Collected data entries:
**********

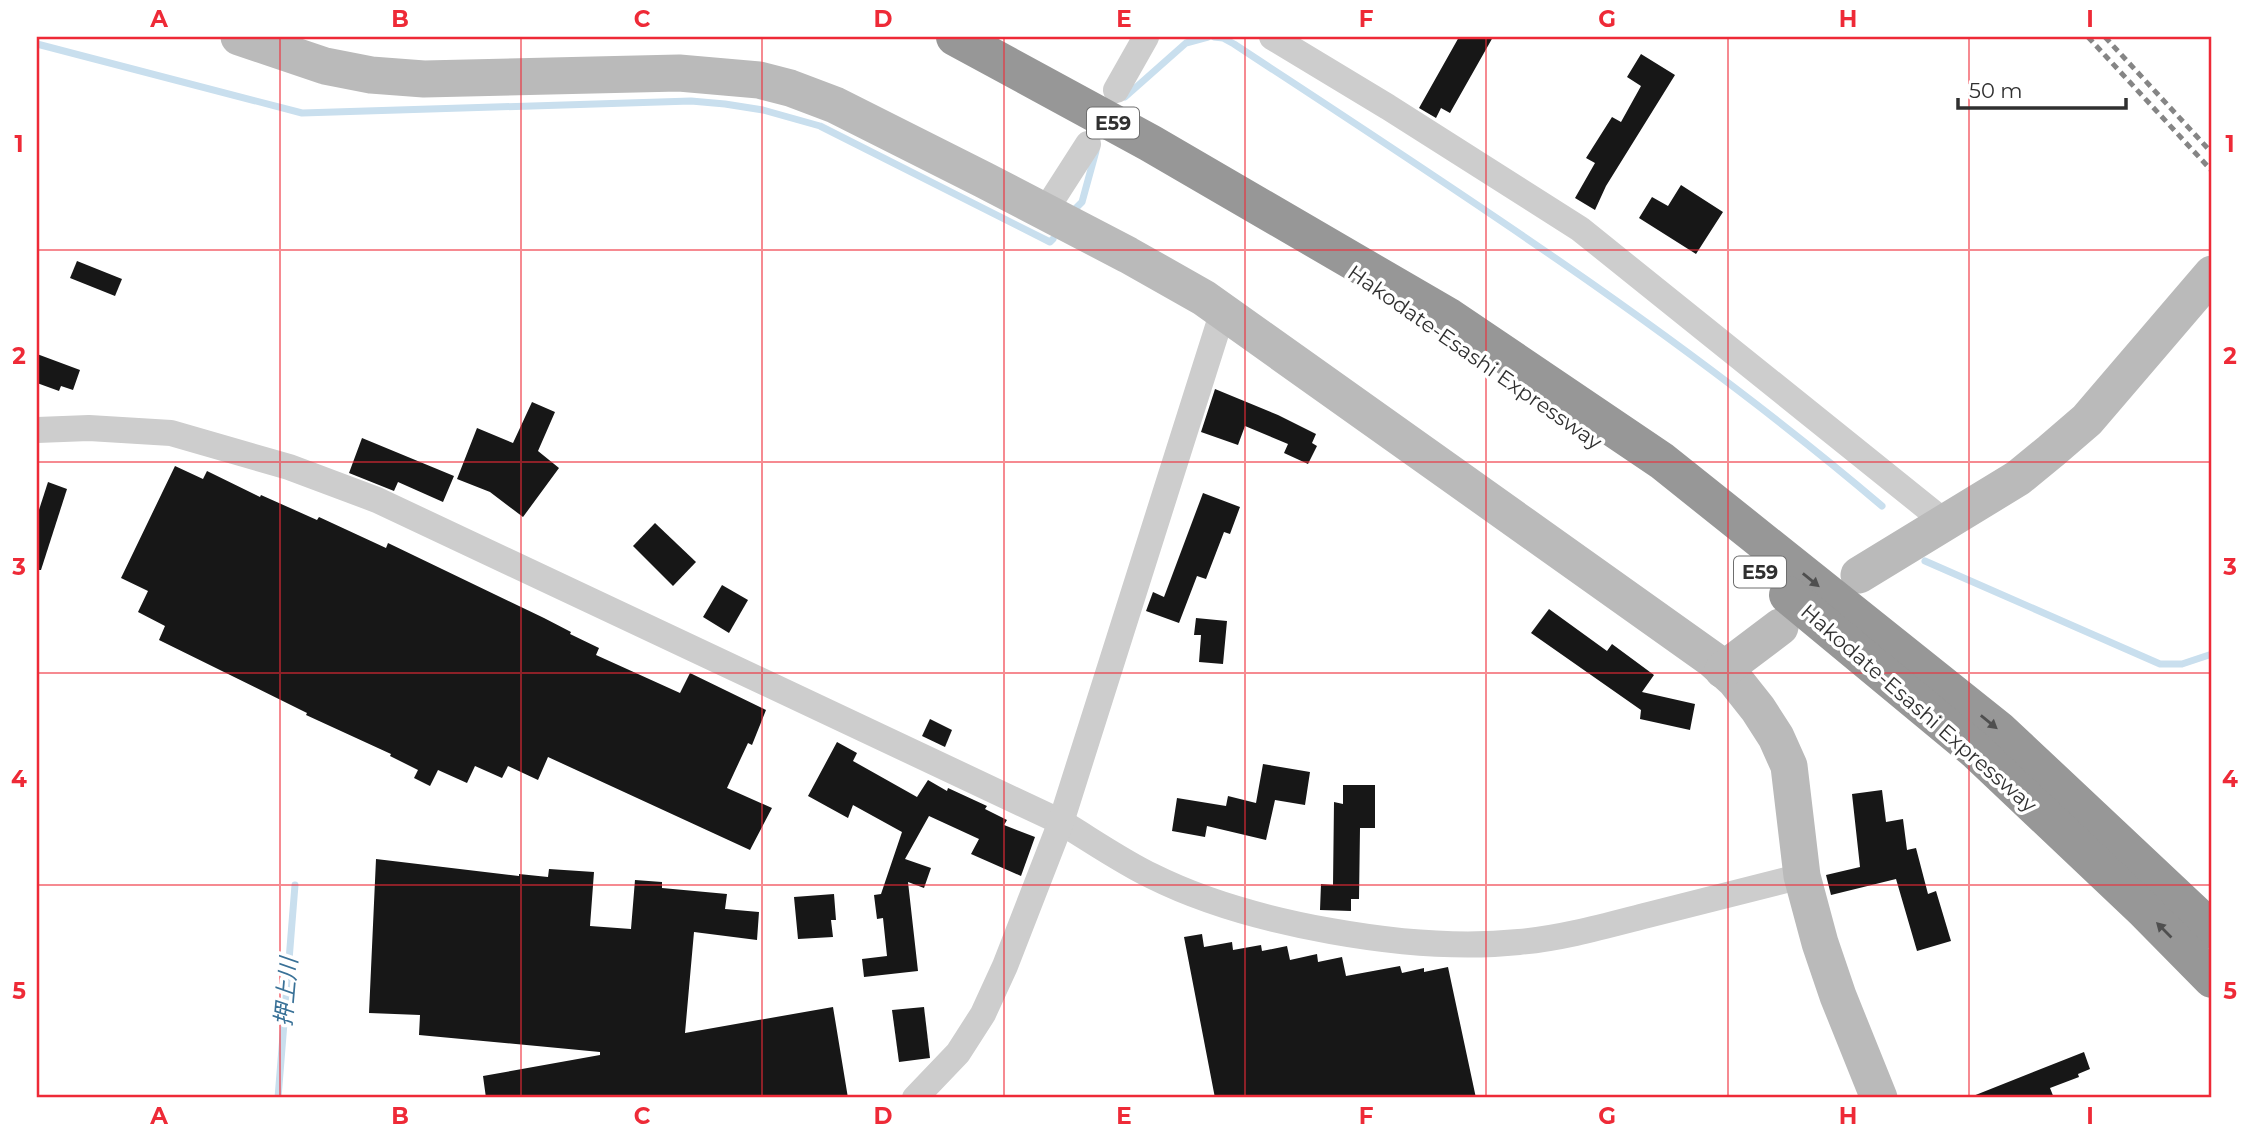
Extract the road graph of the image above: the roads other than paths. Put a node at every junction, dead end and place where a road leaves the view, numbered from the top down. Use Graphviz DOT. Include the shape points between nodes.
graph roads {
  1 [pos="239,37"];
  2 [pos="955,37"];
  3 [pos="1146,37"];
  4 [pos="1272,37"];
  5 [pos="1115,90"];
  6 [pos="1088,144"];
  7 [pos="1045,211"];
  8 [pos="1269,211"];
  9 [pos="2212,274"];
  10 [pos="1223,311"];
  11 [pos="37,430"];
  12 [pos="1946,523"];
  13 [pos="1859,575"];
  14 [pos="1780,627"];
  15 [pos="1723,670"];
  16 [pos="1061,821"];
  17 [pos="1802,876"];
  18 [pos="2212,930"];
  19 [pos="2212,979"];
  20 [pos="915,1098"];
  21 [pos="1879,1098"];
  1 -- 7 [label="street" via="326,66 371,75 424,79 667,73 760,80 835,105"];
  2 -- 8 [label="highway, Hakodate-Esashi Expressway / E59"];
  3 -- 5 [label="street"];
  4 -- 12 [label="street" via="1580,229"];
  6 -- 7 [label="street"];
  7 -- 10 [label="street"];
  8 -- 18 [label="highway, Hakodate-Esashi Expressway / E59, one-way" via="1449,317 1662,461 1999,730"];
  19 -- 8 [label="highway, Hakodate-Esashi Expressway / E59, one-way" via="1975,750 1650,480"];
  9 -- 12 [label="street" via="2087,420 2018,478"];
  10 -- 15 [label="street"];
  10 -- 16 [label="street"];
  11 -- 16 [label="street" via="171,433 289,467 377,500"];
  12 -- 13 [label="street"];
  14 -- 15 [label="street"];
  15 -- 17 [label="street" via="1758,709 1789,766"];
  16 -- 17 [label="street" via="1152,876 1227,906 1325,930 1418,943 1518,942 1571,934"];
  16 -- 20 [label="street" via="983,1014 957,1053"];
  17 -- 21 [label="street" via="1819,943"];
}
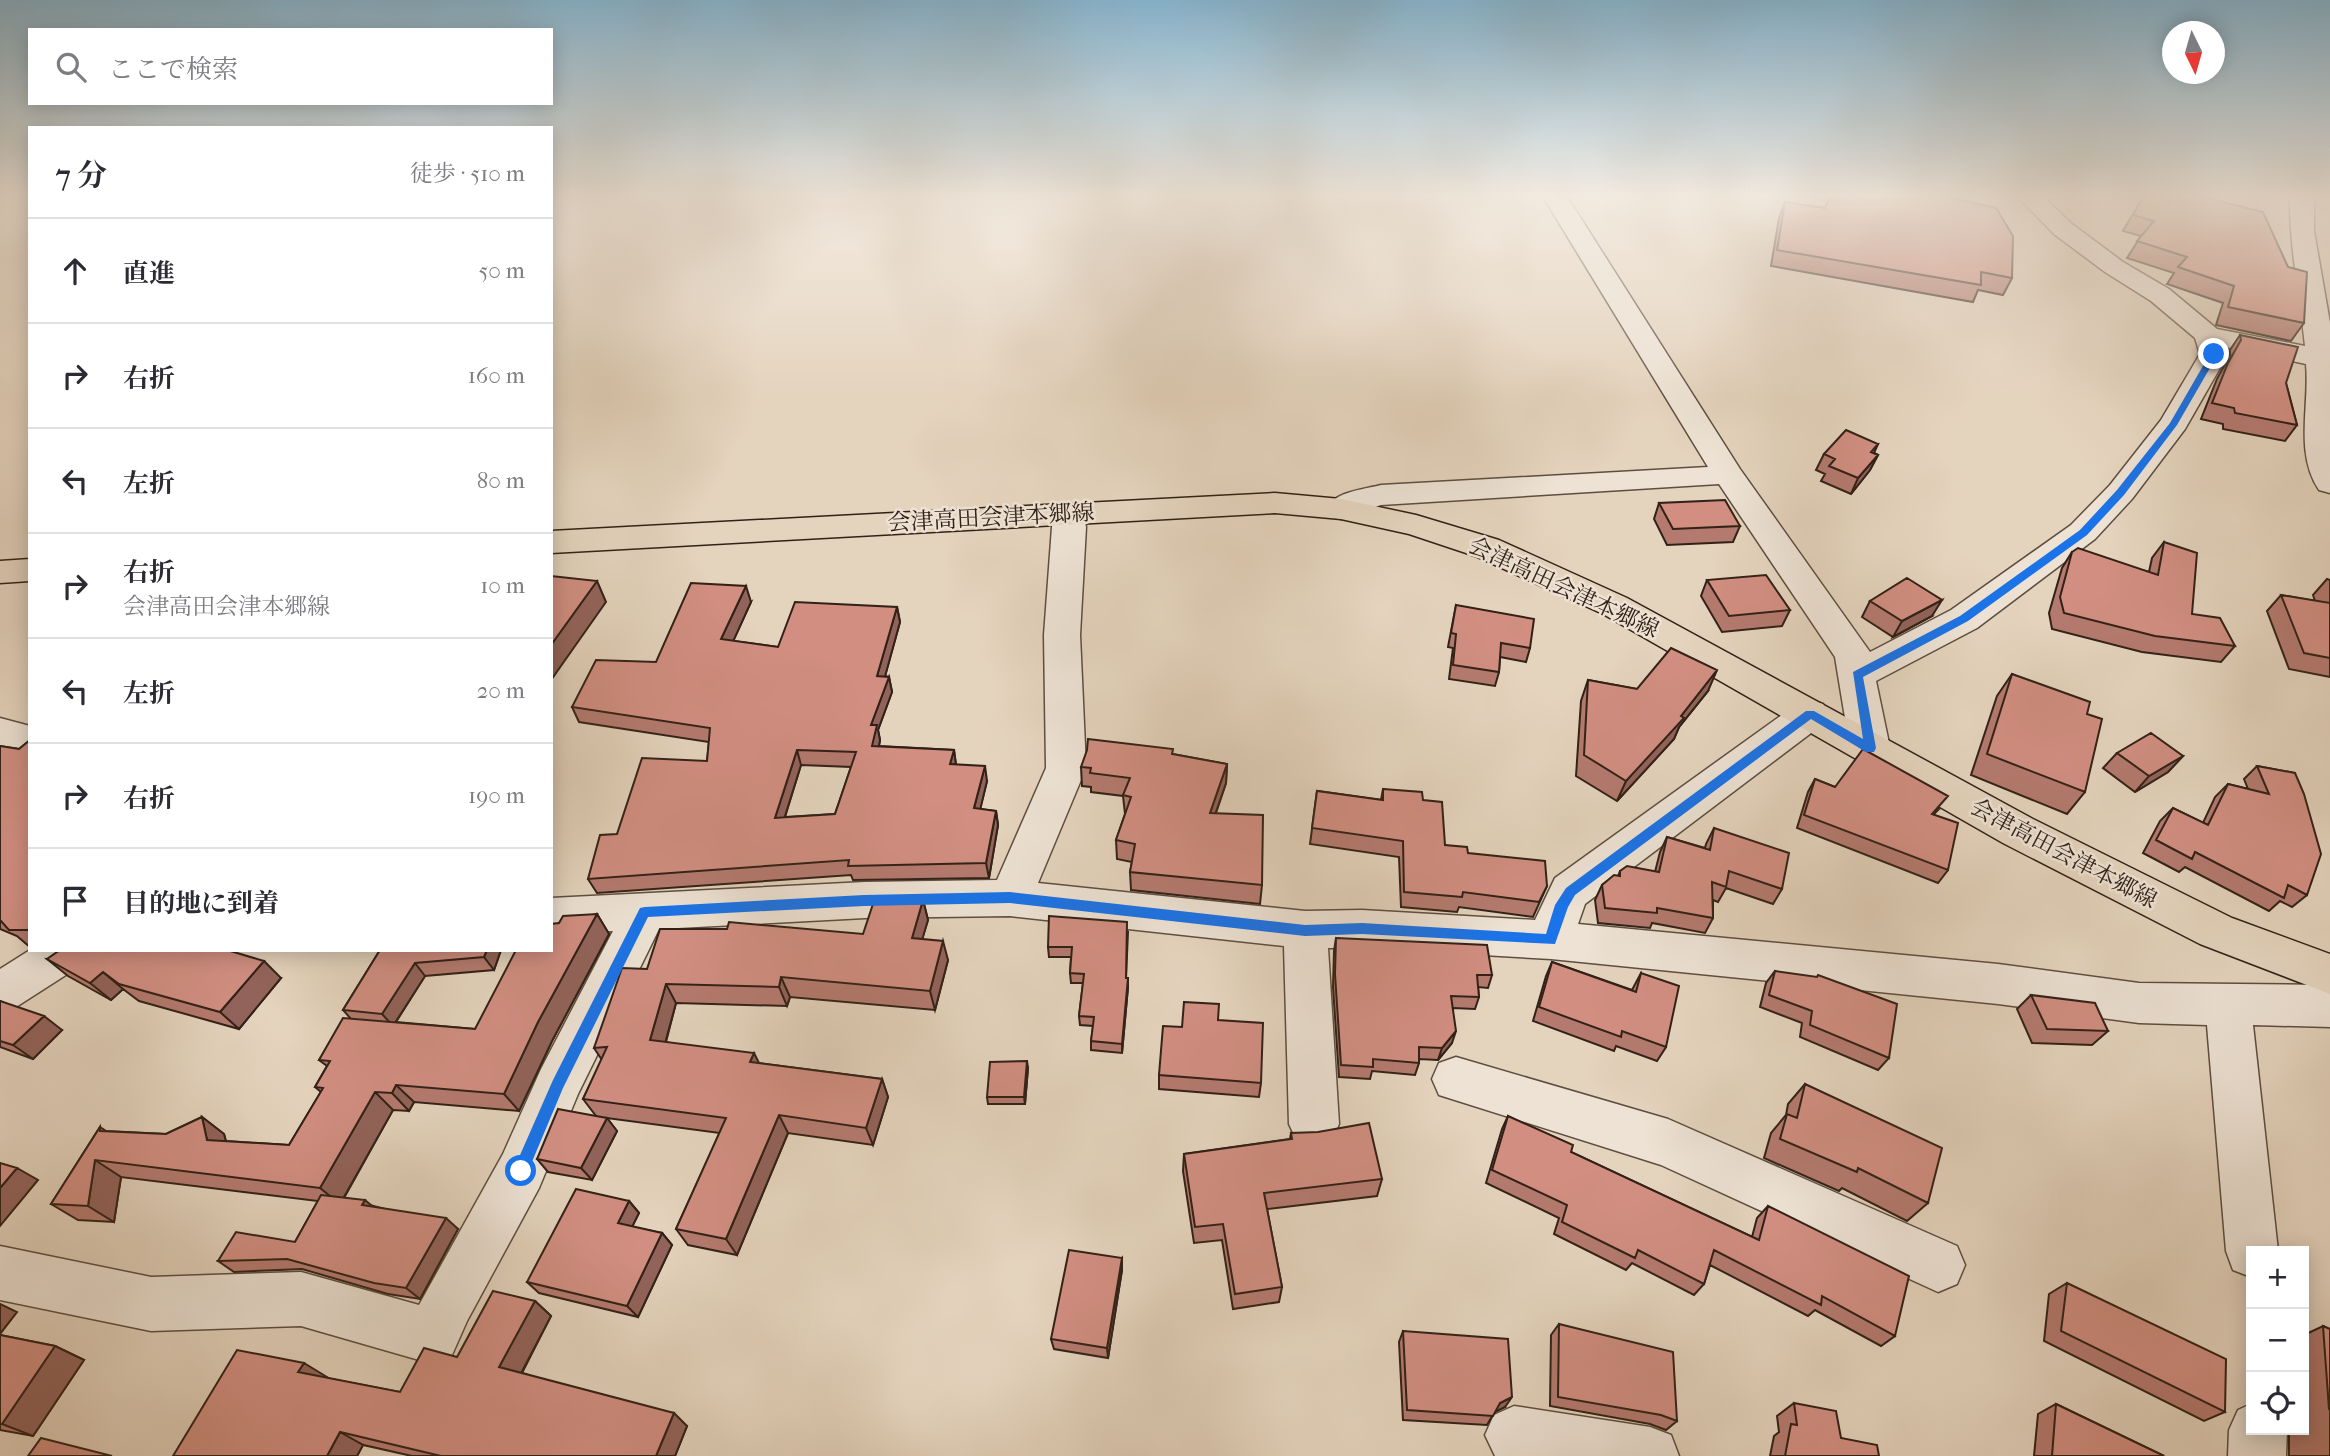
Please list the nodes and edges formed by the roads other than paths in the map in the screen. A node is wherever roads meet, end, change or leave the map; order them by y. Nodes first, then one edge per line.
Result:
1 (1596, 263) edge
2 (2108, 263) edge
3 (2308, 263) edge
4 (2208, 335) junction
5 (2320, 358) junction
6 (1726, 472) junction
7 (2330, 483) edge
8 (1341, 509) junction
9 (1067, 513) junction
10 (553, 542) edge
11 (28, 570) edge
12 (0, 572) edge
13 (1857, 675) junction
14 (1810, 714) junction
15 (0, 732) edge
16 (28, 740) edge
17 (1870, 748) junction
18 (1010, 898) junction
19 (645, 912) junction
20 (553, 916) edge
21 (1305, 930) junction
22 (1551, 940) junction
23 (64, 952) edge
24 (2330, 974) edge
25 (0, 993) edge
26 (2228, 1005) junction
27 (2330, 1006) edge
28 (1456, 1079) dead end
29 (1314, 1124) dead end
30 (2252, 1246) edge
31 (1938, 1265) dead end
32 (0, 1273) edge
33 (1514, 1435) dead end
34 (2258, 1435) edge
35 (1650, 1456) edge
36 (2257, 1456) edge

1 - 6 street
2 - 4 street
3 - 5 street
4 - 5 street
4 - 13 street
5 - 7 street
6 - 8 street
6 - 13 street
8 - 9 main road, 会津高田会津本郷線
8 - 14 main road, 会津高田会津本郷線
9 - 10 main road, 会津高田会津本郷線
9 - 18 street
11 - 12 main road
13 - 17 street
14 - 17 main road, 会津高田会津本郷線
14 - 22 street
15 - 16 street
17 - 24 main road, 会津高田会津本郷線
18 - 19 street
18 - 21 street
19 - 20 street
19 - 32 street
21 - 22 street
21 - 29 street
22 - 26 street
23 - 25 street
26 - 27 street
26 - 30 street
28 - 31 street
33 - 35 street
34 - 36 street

**********

▶ _TASK DETAILS_
Give only the number of lines in the entries above that hold the string "highway".

▶ _RESPONSE TO THE TASK_
3